The fits where we do make sense: founder-led lifestyle apparel and consumer-goods brands doing $1M–$10M in revenue, shipping multiple programs a year, with no full-time sourcing or production hire on staff. That's our ICP, and we say no to most of what doesn't match it.
Key Terms (Quick Reference)
- GSM — grams per square meter; the standard fabric weight measurement
- Greige goods — unfinished, undyed fabric straight off the loom or knitting machine
- Hand — the tactile feel of a fabric (soft, crisp, fluid, dry)

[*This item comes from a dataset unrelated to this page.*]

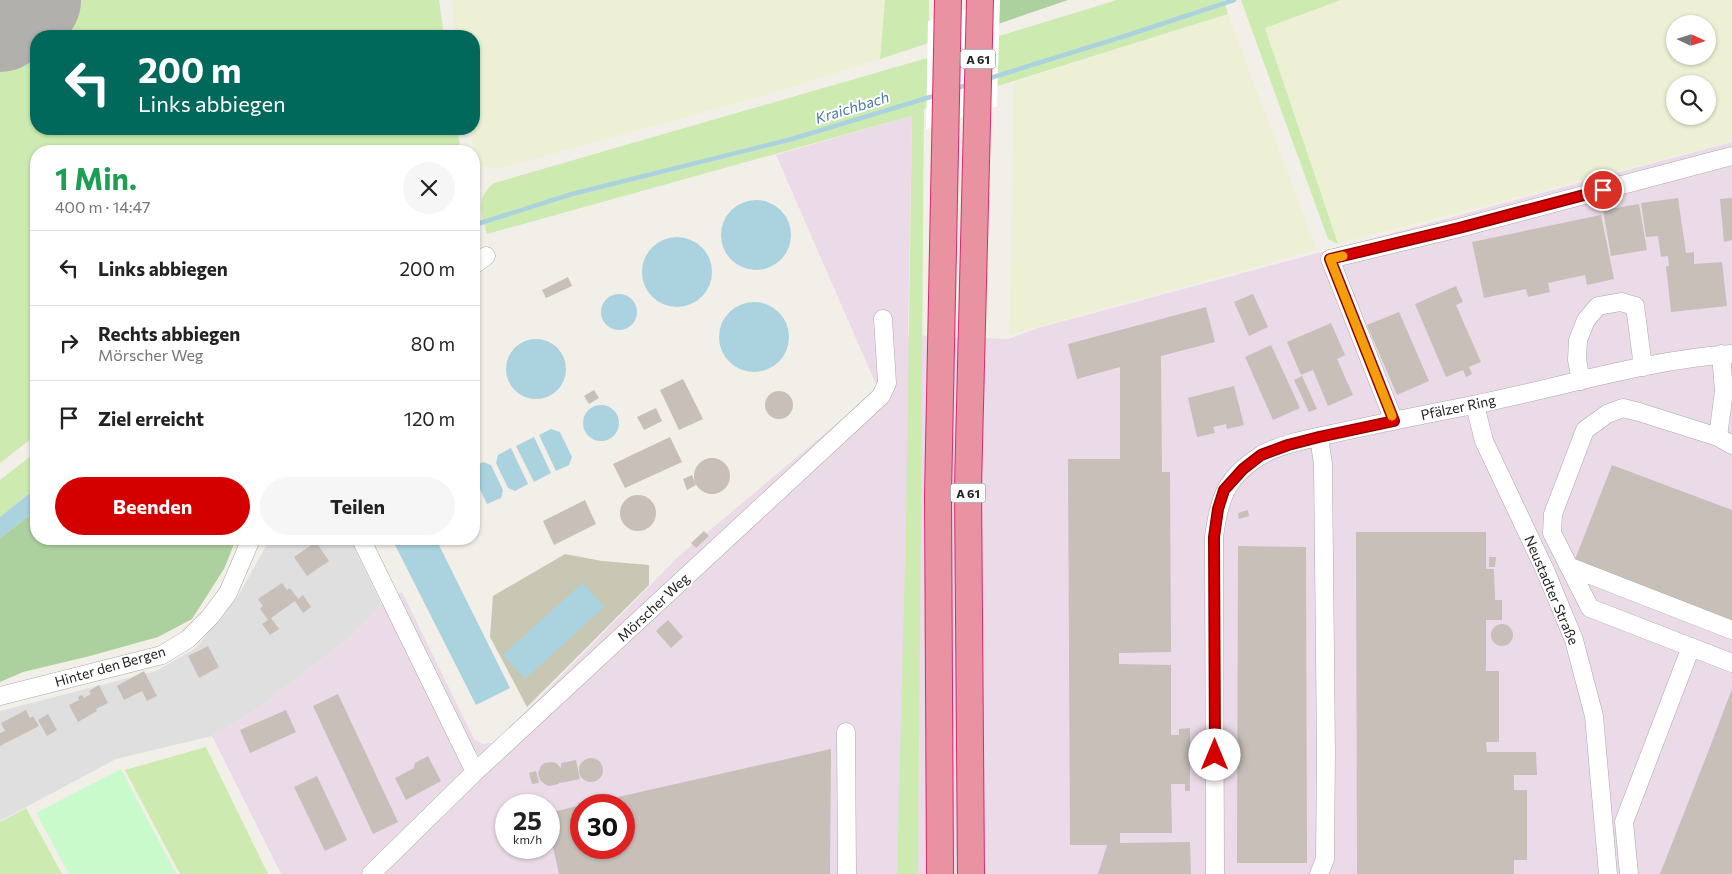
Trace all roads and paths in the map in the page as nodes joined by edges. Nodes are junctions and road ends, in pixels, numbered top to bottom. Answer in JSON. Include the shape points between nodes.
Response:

- Lab-dip — a small swatch dyed by the mill to match a target color, submitted for approval
- AQL — Acceptable Quality Level; the statistical sampling standard for inspection
- 4-point system — the standard fabric inspection method that scores defects by length and severity
- MOQ — Minimum Order Quantity; can be per color, per total order, or both
- FOB / CIF / DDP — Incoterms defining who pays for and controls freight at each stage
- Lab-dip vs. strike-off — lab-dip is for solid color approval; strike-off is for prints
- Shade band — the acceptable range of color variation across rolls in the same dye lot
- Selvedge — the finished edge of a fabric that prevents fraying
Next Steps
If you're sourcing your own fabric: build the brief in Step 1, don't skip the lab-dip approval, and consolidate to fewer mills than feels comfortable.
If you'd rather not: tell us about your program. We'll tell you honestly whether we're a fit. We turn down more programs than we take.
FAQ
- How much does fabric typically cost as a percentage of finished garment? For cut-and-sew apparel, fabric is typically 60–70% of finished garment cost. Heavily embellished or trim-heavy pieces (denim with hardware, structured outerwear) can run lower; basic woven shirting and outerwear shells can run higher.
- What's the typical MOQ for fabric from a mill? Most mills require 500–3,000 yards per color and a total order minimum of 1,000–5,000 yards. Converters can go to 100–500 yards. Jobbers and online platforms can go to 1 yard.
- How long does fabric sourcing take? From brief to bulk-approved fabric in your factory: typically 8–16 weeks. Sampling and lab-dip approval is 3–6 weeks; bulk production is 30–60 days; finishing and shipping adds 2–4 weeks.
- Should I source fabric myself or use a sourcing agent? If you're under $250K/year, source yourself or use a platform. If you're $1M–$10M with no full-time sourcing hire, an agent or managed partner usually pays for itself within one program. Above $10M, hire in-house.
- What certifications matter most for fabric sourcing in 2026? For organic claims: GOTS. For chemical safety: OEKO-TEX Standard 100. For performance and environmental: bluesign. For recycled content: GRS or RCS. For wool: RWS. For US childrenswear sales: CPSIA testing is required regardless of certification.
- How do I evaluate whether a mill is reliable? Three signals matter more than anything on their website: (1) Do they answer the 10-question brief in writing within 48 hours? (2) Do they share test reports and certificates without hesitation? (3) Will an existing customer take your call as a reference? If any of those is no, keep looking.